Последние слова задели Черчилля. Он вовсю задымил сигарой.
– Когда в сороковом году, – воскликнул он, – Англия стояла против Гитлера в одиночку, когда нависла угрозой вторжения нацистов, нам никто не помогал. Но и никто не мог упрекнуть нас в несмелости.
– Да, вы объявили Германии войну, – согласился Сталин. – Но фактически бездействовали.
– Как это? – изумился Черчилль. – А битва за Англию в воздухе? Она была нелегкой. Германские асы – это не подарок. И все же войну в воздухе мы выиграли. При этом сильно потрепав германскую авиацию. Вам этого мало? Но к войне на суше мы толком не готовились. В Англии мало сухопутных войск. Сейчас быстрыми темпами мы готовим дивизии и целые армии. Но этого нельзя сделать ни за месяц, ни за год. – Он оглянулся на Гарримана.
– В Америке абсолютно то же самое, – сказал немного скучным, даже печальным голосом представитель Рузвельта. – Еще вчера мы, по сути, не были готовы. Но уже сегодня пытаемся действовать решительно. И на Тихом океане, где предстоят тяжелые бои с японцами, а в будущем году, надеюсь, и в Европе.

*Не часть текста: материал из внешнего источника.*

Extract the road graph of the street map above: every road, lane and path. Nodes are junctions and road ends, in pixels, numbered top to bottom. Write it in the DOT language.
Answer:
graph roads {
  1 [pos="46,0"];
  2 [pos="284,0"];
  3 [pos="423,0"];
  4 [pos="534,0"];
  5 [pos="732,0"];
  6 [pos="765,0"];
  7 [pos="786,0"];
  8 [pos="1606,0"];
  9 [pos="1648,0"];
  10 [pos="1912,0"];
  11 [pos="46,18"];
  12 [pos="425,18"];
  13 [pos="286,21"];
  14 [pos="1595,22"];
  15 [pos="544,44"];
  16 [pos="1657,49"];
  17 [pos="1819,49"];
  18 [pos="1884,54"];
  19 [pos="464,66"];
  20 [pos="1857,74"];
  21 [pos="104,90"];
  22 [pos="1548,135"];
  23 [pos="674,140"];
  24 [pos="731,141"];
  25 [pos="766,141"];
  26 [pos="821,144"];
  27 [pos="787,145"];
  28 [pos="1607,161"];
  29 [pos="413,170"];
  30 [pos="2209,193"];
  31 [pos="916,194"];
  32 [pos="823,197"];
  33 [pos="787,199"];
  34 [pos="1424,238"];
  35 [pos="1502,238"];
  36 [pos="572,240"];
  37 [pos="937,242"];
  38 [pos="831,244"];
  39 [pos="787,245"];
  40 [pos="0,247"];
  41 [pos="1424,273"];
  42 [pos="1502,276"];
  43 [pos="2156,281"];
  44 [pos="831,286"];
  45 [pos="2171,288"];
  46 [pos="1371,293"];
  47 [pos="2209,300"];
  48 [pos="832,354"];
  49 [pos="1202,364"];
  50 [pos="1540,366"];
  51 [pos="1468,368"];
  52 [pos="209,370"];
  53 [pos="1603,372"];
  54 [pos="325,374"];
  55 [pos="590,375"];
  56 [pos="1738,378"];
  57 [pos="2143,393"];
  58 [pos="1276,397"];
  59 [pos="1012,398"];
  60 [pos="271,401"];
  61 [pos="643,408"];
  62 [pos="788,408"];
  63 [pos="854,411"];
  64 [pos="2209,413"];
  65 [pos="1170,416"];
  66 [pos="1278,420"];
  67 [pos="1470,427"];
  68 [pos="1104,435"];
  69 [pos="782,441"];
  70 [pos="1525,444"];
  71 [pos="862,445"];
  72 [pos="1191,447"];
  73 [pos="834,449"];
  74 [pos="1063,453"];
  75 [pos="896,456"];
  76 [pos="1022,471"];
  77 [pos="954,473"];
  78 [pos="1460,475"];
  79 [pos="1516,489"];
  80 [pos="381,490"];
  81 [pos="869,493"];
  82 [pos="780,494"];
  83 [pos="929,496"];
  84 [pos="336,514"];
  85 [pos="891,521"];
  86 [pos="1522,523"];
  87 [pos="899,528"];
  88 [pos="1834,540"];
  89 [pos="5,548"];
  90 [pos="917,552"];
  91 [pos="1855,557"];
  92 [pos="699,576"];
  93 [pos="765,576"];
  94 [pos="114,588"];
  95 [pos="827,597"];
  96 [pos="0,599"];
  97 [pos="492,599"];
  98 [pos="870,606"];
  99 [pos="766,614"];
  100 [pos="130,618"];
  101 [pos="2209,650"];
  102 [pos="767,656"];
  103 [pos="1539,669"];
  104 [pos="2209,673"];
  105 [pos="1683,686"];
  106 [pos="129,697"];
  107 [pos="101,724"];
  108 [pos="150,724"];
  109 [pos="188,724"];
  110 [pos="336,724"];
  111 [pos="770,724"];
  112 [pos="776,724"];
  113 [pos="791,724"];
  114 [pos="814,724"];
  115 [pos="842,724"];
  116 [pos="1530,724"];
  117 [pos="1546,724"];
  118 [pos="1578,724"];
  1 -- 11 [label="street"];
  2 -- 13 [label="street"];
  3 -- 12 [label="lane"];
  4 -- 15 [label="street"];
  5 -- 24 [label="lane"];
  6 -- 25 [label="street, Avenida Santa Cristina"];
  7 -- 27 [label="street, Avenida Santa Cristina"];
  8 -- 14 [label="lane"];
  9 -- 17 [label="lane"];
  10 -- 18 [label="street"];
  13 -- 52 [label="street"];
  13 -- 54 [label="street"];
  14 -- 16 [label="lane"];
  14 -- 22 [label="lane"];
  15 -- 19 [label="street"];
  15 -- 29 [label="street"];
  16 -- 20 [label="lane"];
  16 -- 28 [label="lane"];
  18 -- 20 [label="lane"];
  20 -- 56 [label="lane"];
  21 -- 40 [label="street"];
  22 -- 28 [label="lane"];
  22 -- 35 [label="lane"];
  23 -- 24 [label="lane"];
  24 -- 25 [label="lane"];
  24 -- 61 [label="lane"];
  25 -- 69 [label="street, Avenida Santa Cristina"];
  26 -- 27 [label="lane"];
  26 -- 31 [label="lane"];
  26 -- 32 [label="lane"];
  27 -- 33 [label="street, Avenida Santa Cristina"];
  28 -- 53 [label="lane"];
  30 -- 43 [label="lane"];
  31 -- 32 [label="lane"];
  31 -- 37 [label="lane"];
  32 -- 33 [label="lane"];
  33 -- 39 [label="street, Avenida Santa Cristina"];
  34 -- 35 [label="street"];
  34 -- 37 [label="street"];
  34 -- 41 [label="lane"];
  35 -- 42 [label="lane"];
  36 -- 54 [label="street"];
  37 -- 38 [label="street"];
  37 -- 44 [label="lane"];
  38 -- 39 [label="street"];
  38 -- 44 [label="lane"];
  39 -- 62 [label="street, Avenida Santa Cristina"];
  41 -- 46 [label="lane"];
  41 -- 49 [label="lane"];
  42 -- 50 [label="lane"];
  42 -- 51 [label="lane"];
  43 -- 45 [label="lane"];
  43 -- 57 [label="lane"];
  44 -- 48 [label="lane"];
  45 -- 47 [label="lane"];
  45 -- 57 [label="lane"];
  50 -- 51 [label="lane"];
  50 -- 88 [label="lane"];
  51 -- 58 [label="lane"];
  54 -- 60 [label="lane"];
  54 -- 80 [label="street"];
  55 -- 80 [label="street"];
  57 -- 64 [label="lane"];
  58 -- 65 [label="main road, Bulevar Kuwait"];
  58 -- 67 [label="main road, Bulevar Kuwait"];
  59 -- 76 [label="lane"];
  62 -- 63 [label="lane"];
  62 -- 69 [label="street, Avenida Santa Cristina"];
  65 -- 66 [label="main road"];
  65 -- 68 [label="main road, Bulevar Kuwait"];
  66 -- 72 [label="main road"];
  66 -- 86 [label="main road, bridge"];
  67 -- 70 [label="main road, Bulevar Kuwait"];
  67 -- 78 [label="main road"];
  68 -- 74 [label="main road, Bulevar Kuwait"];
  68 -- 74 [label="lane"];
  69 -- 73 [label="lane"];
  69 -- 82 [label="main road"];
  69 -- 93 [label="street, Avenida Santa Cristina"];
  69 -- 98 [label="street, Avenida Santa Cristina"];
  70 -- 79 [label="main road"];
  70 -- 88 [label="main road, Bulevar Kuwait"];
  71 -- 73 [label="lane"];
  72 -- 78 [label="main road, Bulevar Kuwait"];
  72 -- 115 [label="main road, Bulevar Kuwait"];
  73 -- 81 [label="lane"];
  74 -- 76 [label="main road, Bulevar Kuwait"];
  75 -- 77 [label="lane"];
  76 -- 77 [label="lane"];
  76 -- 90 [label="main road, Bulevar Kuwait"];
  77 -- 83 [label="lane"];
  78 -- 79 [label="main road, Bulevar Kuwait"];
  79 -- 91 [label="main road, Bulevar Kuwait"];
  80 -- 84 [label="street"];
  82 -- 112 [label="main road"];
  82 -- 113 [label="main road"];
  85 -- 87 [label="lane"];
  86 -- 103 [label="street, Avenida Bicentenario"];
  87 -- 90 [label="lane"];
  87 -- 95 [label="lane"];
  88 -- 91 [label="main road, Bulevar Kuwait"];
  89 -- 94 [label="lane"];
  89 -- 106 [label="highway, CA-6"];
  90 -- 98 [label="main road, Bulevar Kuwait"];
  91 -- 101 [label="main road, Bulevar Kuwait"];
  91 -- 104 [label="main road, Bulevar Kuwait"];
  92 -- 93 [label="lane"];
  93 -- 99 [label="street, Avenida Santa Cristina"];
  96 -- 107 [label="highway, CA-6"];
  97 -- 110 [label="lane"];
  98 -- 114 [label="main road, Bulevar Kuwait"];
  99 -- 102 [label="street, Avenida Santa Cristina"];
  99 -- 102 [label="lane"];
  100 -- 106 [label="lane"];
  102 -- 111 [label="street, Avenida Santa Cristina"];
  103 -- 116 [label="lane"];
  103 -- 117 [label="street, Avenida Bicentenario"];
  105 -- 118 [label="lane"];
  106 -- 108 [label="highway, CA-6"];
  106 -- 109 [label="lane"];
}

– При этом в скором времени, – добавил Черчилль, – мы вместе с американцами высадим серьезные группы войск в Северной Африке. Мы не только не пустим немцев к Каиру, мы намерены их там уничтожить. Это ведь тоже часть второго фронта.
– Это хорошая новость, – заметил Сталин. Он сразу прикинул, что немцы вынуждены будут оттянуть часть дивизий, ибо Гитлер отдать ливийские и египетские пустыни не может. Это для него путь к Багдаду, Тегерану и нефти. И еще это для него вопрос престижа. Ну и пусть там, в песках, покувыркается.
– Сейчас нам всем трудно, – сказал Черчилль. – Придется немало потрудиться. Но войну мы выиграем. В этом сомнений нет. – Он пыхнул сигарным дымом и улыбнулся, слегка загадочно.
Это не ускользнуло от Сталина. «Чего-то он недоговаривает, – подумал кремлевский вождь. – А вот чего?»
А Черчилль не стал говорить Сталину, что американцы совместно с англичанами приступили к разработке оружия такой силы, что оно решит исход войны в их пользу в любом случае.
Следующие два дня прошли в банкетах. Сталин заметно повеселел и обхаживал английского гостя. Сначала прилюдно и шумно, в Екатерининском зале Кремля, а затем приватно – на собственной квартире. Черчилль должен был улетать в семь утра, а они только в полночь сели за стол. Напитков было столько, что англичанин понял: так быстро Сталин его не отпустит. Впрочем, Черчилль мог выпить сколько угодно. Они пьянствовали до пяти утра. Затем английский премьер час поспал, кое-как втиснулся в самолет и снова заснул. Самолет поднялся в воздух и взял курс на Тегеран. Психологическая схватка со Сталиным состоялась. И Черчилль имел все основания сказать себе: он ее не проиграл.